Von Gott sprechen. Als Frau. Nach der Aufklärung

Feministische Theologie ist nicht nur Kritik patriarchaler Transzendenzverwaltung, sondern auch Rede von Gott. Von Gott zu reden kann zwar bedeuten, distanziert “über Etwas” zu sprechen, evoziert aber immer auch den Anspruch, im Namen Gottes die Wahrheit zu sagen. Biblisch gesprochen steht Theologie, sofern sie diesen Anspruch nicht ausdrücklich zurück weist, in der Tradition des prophetischen Amtes: es ging und es geht beiden darum, immer wieder neu öffentlich auszusagen, was Gottes Weg und Weise für die Welt ist.

Frauen stehen, wenn sie Prophetie als eine eigene Möglichkeit begreifen, vor vielen Fragen: Können wir uns in eine Tradition stellen, die weibliche Autorität beargwöhnt, wenn nicht gar ausschliesst? Wie entsteht prophetische Vollmacht? Wie verhält sie sich zu den heiligen Texten der Vergangenheit? Welche zeitgemässen Begriffe können ein Phänomen, das mit dem “Tod Gottes” nicht einfach verschwunden ist, angemessen zur Sprache bringen? Welchen Gefahren setzt sich aus und welche erstaunlichen Lebensmöglichkeiten entdeckt, wer sich nicht nur wissenschaftlicher Objektivität verpflichtet, sondern sich auch versteht als eine, die auf göttliches Wort hört und es der Welt mitteilt?

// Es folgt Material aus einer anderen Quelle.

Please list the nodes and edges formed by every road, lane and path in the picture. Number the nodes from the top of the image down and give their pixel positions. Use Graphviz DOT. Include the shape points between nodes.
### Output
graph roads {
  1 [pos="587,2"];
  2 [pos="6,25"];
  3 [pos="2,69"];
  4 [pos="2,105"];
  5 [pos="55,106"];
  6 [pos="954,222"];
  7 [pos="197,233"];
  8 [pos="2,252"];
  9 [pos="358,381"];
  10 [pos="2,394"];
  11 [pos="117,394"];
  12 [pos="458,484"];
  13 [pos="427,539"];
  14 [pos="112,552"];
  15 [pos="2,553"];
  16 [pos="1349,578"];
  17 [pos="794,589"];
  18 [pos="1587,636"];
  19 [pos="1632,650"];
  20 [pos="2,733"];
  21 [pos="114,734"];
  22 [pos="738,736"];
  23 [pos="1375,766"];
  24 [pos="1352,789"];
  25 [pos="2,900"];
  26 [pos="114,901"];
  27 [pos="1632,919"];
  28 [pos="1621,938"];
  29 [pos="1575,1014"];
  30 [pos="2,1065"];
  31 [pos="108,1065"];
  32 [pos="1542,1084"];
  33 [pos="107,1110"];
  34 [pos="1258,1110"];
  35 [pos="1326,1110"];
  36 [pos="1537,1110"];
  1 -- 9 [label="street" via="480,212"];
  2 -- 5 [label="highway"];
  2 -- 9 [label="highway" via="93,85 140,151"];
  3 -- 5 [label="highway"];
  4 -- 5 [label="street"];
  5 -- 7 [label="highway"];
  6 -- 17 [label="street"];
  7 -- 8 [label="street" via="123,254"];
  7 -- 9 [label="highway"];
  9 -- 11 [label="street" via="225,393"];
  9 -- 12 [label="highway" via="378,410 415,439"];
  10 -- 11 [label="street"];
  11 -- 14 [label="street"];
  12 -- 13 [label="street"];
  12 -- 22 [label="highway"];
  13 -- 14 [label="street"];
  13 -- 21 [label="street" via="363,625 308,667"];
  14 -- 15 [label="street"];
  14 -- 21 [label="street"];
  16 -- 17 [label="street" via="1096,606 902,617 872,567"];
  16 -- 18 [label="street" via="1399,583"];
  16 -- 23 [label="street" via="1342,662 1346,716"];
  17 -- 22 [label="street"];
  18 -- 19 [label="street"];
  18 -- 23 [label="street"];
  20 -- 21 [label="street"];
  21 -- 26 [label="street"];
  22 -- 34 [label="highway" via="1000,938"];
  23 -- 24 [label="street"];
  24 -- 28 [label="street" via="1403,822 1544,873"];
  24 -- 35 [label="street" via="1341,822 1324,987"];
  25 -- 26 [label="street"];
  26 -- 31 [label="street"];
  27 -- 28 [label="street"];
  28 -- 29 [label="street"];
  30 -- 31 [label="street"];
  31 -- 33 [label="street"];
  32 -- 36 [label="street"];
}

Ich werde von dem aus eigener Erfahrung gewonnenen Wissen ausgehen, dass es vollmächtige Rede (von Frauen immer gegeben hat und) auch heute gibt. Anknüpfend vor allem an bibelwissenschaftliche Befunde zur Frage der (weiblichen) Prophetie und den derzeit viel diskutierten Begriff der weiblichen Autorität werde ich auf die Suche gehen nach einem angemessenen Verständnis und einer sinnvollen Begrifflichkeit für ein Phänomen, das wir im Interesse einer lebenswerten Zukunft nicht für überholt erklären sollten.